Stored dataset items
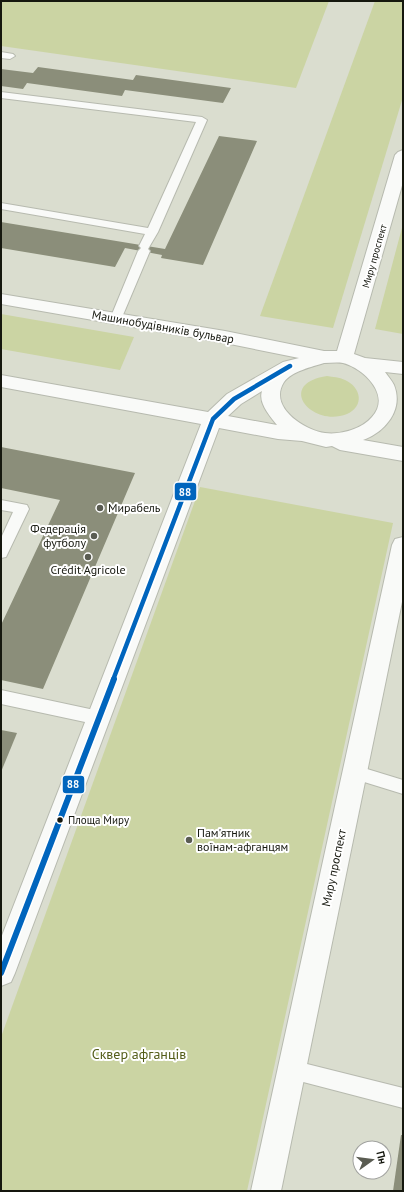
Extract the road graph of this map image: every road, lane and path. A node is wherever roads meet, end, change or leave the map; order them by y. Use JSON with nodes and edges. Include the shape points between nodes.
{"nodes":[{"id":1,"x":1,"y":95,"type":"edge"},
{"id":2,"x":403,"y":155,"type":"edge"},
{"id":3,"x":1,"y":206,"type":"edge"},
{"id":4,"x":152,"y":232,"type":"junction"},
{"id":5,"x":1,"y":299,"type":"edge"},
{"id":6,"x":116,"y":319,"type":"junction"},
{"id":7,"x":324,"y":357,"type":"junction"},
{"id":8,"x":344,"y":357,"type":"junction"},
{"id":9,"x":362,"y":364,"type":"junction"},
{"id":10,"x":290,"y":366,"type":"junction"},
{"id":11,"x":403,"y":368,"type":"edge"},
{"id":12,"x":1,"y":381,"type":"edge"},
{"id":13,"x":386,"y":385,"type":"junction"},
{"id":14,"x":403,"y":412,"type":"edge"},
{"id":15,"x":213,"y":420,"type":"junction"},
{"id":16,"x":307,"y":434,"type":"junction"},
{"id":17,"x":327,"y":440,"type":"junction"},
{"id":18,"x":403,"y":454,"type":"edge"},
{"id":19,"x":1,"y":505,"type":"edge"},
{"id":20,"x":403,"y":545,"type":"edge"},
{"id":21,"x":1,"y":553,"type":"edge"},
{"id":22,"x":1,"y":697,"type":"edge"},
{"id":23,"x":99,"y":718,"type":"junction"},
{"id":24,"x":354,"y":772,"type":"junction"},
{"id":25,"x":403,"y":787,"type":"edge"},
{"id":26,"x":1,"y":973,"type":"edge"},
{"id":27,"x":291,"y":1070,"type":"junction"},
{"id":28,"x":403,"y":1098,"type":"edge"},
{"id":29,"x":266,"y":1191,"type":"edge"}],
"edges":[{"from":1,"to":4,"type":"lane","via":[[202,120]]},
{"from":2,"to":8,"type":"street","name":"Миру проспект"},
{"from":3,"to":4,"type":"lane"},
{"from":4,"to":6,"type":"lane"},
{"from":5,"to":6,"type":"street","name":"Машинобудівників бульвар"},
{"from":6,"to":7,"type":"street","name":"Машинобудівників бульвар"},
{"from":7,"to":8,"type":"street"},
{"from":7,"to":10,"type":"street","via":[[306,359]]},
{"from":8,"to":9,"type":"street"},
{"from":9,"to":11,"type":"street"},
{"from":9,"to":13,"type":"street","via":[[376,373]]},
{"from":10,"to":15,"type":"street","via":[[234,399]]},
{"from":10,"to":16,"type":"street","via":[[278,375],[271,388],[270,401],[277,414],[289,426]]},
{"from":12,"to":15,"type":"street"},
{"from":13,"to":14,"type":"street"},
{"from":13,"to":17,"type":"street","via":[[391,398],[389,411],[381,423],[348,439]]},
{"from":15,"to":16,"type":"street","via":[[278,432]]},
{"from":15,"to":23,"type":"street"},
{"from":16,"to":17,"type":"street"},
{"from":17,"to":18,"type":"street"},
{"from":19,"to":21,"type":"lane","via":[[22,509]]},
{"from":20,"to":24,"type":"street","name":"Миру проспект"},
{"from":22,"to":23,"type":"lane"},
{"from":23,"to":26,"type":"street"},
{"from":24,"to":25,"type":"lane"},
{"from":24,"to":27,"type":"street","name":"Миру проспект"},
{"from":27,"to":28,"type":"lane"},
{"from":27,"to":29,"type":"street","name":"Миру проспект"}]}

**TASK DIRECTIONS**
Word for word, repeat all of the entries above, leaving out the pictures.

**OUTPUT OF THE EXERCISE**
Extract the road graph of this map image: every road, lane and path. A node is wherever roads meet, end, change or leave the map; order them by y. Use JSON with nodes and edges. Include the shape points between nodes.
{"nodes":[{"id":1,"x":1,"y":95,"type":"edge"},
{"id":2,"x":403,"y":155,"type":"edge"},
{"id":3,"x":1,"y":206,"type":"edge"},
{"id":4,"x":152,"y":232,"type":"junction"},
{"id":5,"x":1,"y":299,"type":"edge"},
{"id":6,"x":116,"y":319,"type":"junction"},
{"id":7,"x":324,"y":357,"type":"junction"},
{"id":8,"x":344,"y":357,"type":"junction"},
{"id":9,"x":362,"y":364,"type":"junction"},
{"id":10,"x":290,"y":366,"type":"junction"},
{"id":11,"x":403,"y":368,"type":"edge"},
{"id":12,"x":1,"y":381,"type":"edge"},
{"id":13,"x":386,"y":385,"type":"junction"},
{"id":14,"x":403,"y":412,"type":"edge"},
{"id":15,"x":213,"y":420,"type":"junction"},
{"id":16,"x":307,"y":434,"type":"junction"},
{"id":17,"x":327,"y":440,"type":"junction"},
{"id":18,"x":403,"y":454,"type":"edge"},
{"id":19,"x":1,"y":505,"type":"edge"},
{"id":20,"x":403,"y":545,"type":"edge"},
{"id":21,"x":1,"y":553,"type":"edge"},
{"id":22,"x":1,"y":697,"type":"edge"},
{"id":23,"x":99,"y":718,"type":"junction"},
{"id":24,"x":354,"y":772,"type":"junction"},
{"id":25,"x":403,"y":787,"type":"edge"},
{"id":26,"x":1,"y":973,"type":"edge"},
{"id":27,"x":291,"y":1070,"type":"junction"},
{"id":28,"x":403,"y":1098,"type":"edge"},
{"id":29,"x":266,"y":1191,"type":"edge"}],
"edges":[{"from":1,"to":4,"type":"lane","via":[[202,120]]},
{"from":2,"to":8,"type":"street","name":"Миру проспект"},
{"from":3,"to":4,"type":"lane"},
{"from":4,"to":6,"type":"lane"},
{"from":5,"to":6,"type":"street","name":"Машинобудівників бульвар"},
{"from":6,"to":7,"type":"street","name":"Машинобудівників бульвар"},
{"from":7,"to":8,"type":"street"},
{"from":7,"to":10,"type":"street","via":[[306,359]]},
{"from":8,"to":9,"type":"street"},
{"from":9,"to":11,"type":"street"},
{"from":9,"to":13,"type":"street","via":[[376,373]]},
{"from":10,"to":15,"type":"street","via":[[234,399]]},
{"from":10,"to":16,"type":"street","via":[[278,375],[271,388],[270,401],[277,414],[289,426]]},
{"from":12,"to":15,"type":"street"},
{"from":13,"to":14,"type":"street"},
{"from":13,"to":17,"type":"street","via":[[391,398],[389,411],[381,423],[348,439]]},
{"from":15,"to":16,"type":"street","via":[[278,432]]},
{"from":15,"to":23,"type":"street"},
{"from":16,"to":17,"type":"street"},
{"from":17,"to":18,"type":"street"},
{"from":19,"to":21,"type":"lane","via":[[22,509]]},
{"from":20,"to":24,"type":"street","name":"Миру проспект"},
{"from":22,"to":23,"type":"lane"},
{"from":23,"to":26,"type":"street"},
{"from":24,"to":25,"type":"lane"},
{"from":24,"to":27,"type":"street","name":"Миру проспект"},
{"from":27,"to":28,"type":"lane"},
{"from":27,"to":29,"type":"street","name":"Миру проспект"}]}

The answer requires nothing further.